[[ Supplied entries open ]]

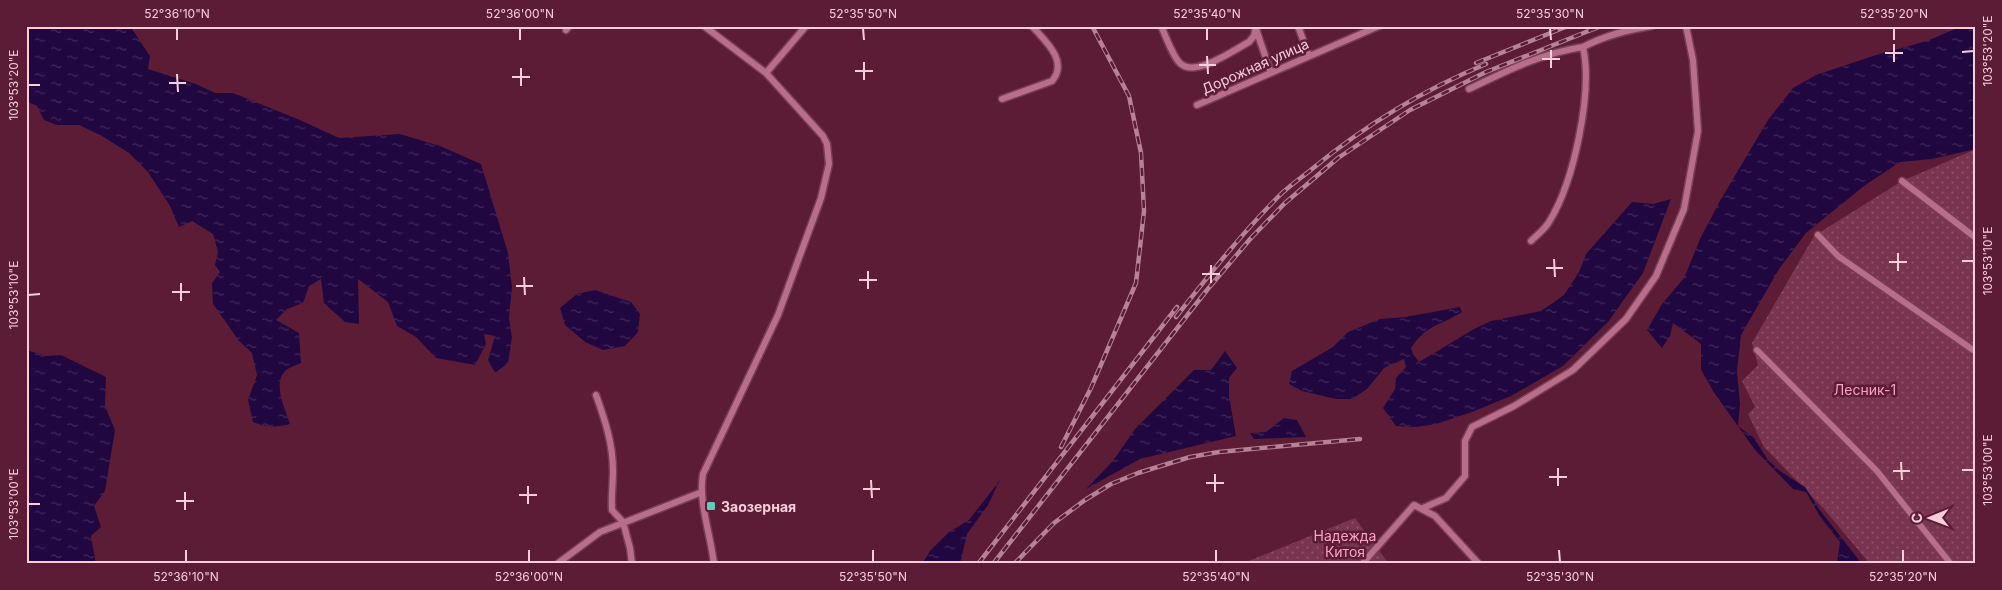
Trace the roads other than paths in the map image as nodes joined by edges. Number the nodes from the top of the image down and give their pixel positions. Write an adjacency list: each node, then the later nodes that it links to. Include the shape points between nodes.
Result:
1 (704, 26): 13 (street)
2 (806, 26): 13 (street)
3 (1032, 26): 16 (street, via 1054,51 1058,65 1056,77)
4 (1161, 26): 10 (street, via 1179,63 1190,68 1204,66 1249,42)
5 (1298, 26): 12 (street)
6 (1379, 26): 12 (street, Дорожная улица)
7 (1652, 26): 11 (street, via 1623,31)
8 (1679, 26): 9 (street)
9 (1686, 26): 26 (street, via 1693,60 1698,131 1684,209 1656,276 1626,319 1573,370 1472,427 1465,440 1465,476 1446,498)
10 (1256, 27): 14 (street)
11 (1583, 47): 15 (street, via 1524,63); 21 (street, via 1586,97 1567,183 1549,222)
12 (1309, 56): 14 (street, Дорожная улица)
13 (766, 73): 25 (street, via 823,136 829,164 821,198 778,315 709,459 703,474)
14 (1271, 73): 17 (street, Дорожная улица)
15 (1469, 89)
16 (1002, 98)
17 (1197, 105)
18 (1902, 180): 20 (street)
19 (1818, 235): 23 (street, via 1838,256)
20 (1976, 238)
21 (1531, 241)
22 (1757, 350): 33 (street, via 1877,471)
23 (1976, 352)
24 (596, 395): 27 (street, via 612,449 612,510)
25 (702, 492): 27 (street); 30 (street)
26 (1423, 508): 31 (street, via 1414,505); 32 (street, via 1435,516)
27 (623, 522): 28 (street, via 600,532); 29 (street)
28 (558, 564)
29 (632, 564)
30 (714, 564)
31 (1362, 564)
32 (1479, 564)
33 (1951, 564)

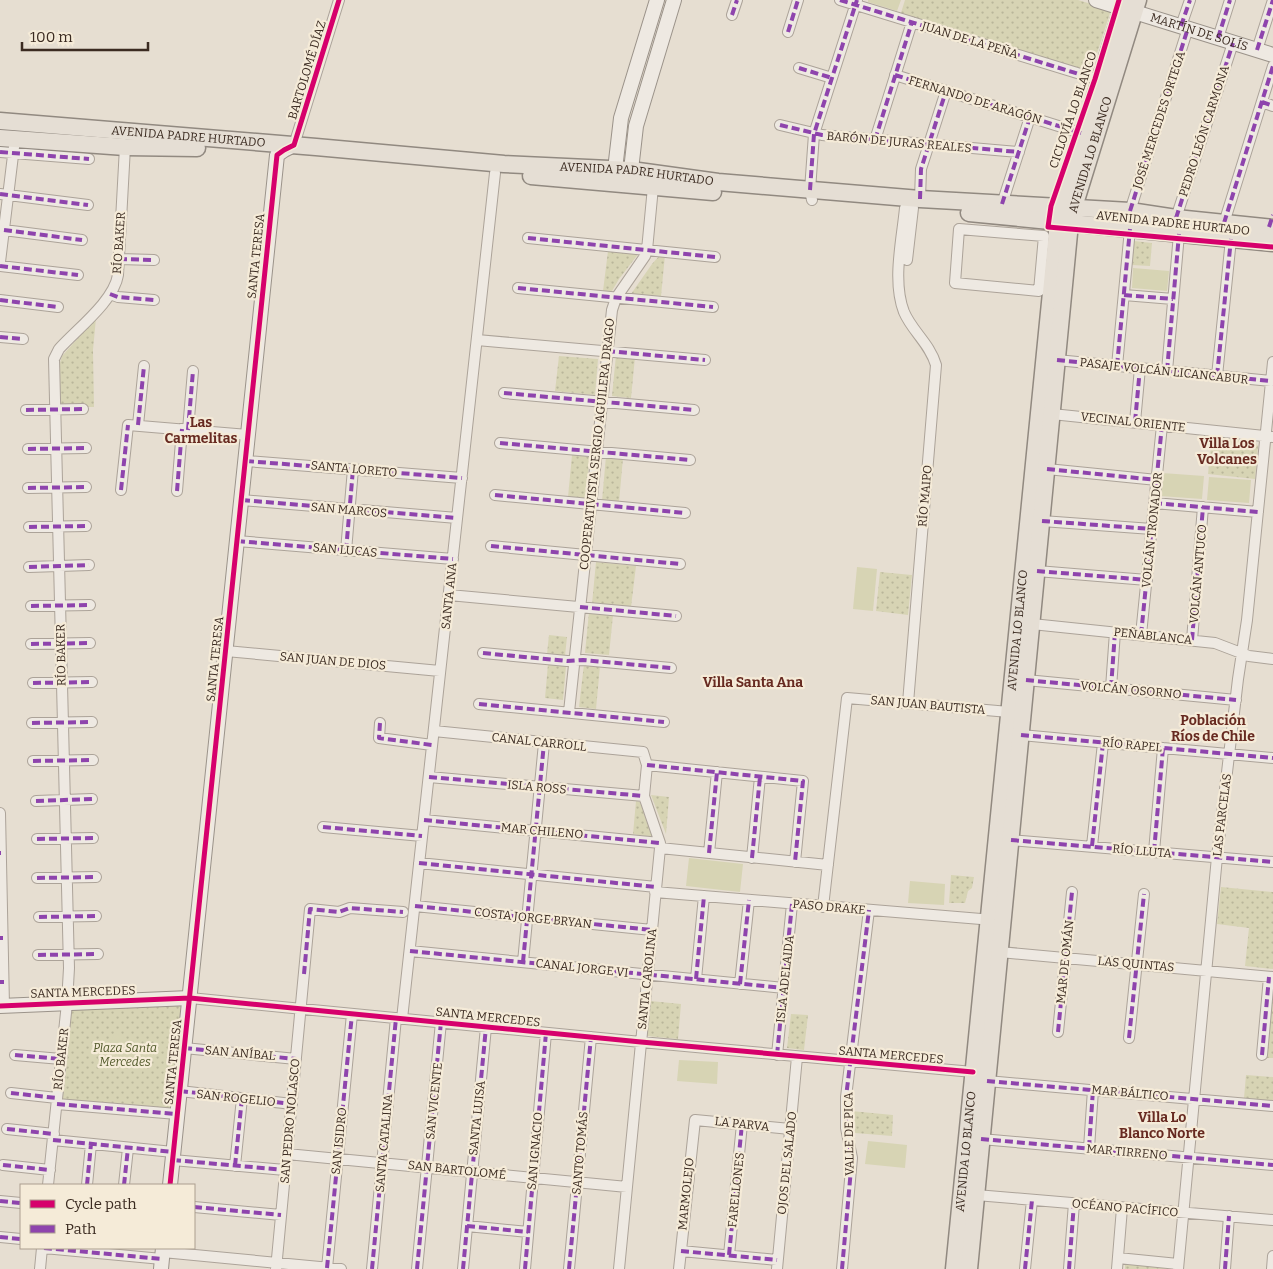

[[ Supplied entries closed ]]

**Task directions**. Quote the entries above word for word. Leave the images out.

**Worked solution**.
Trace the roads other than paths in the map image as nodes joined by edges. Number the nodes from the top of the image down and give their pixel positions. Write an adjacency list: each node, then the later nodes that it links to. Include the shape points between nodes.
Result:
1 (704, 26): 13 (street)
2 (806, 26): 13 (street)
3 (1032, 26): 16 (street, via 1054,51 1058,65 1056,77)
4 (1161, 26): 10 (street, via 1179,63 1190,68 1204,66 1249,42)
5 (1298, 26): 12 (street)
6 (1379, 26): 12 (street, Дорожная улица)
7 (1652, 26): 11 (street, via 1623,31)
8 (1679, 26): 9 (street)
9 (1686, 26): 26 (street, via 1693,60 1698,131 1684,209 1656,276 1626,319 1573,370 1472,427 1465,440 1465,476 1446,498)
10 (1256, 27): 14 (street)
11 (1583, 47): 15 (street, via 1524,63); 21 (street, via 1586,97 1567,183 1549,222)
12 (1309, 56): 14 (street, Дорожная улица)
13 (766, 73): 25 (street, via 823,136 829,164 821,198 778,315 709,459 703,474)
14 (1271, 73): 17 (street, Дорожная улица)
15 (1469, 89)
16 (1002, 98)
17 (1197, 105)
18 (1902, 180): 20 (street)
19 (1818, 235): 23 (street, via 1838,256)
20 (1976, 238)
21 (1531, 241)
22 (1757, 350): 33 (street, via 1877,471)
23 (1976, 352)
24 (596, 395): 27 (street, via 612,449 612,510)
25 (702, 492): 27 (street); 30 (street)
26 (1423, 508): 31 (street, via 1414,505); 32 (street, via 1435,516)
27 (623, 522): 28 (street, via 600,532); 29 (street)
28 (558, 564)
29 (632, 564)
30 (714, 564)
31 (1362, 564)
32 (1479, 564)
33 (1951, 564)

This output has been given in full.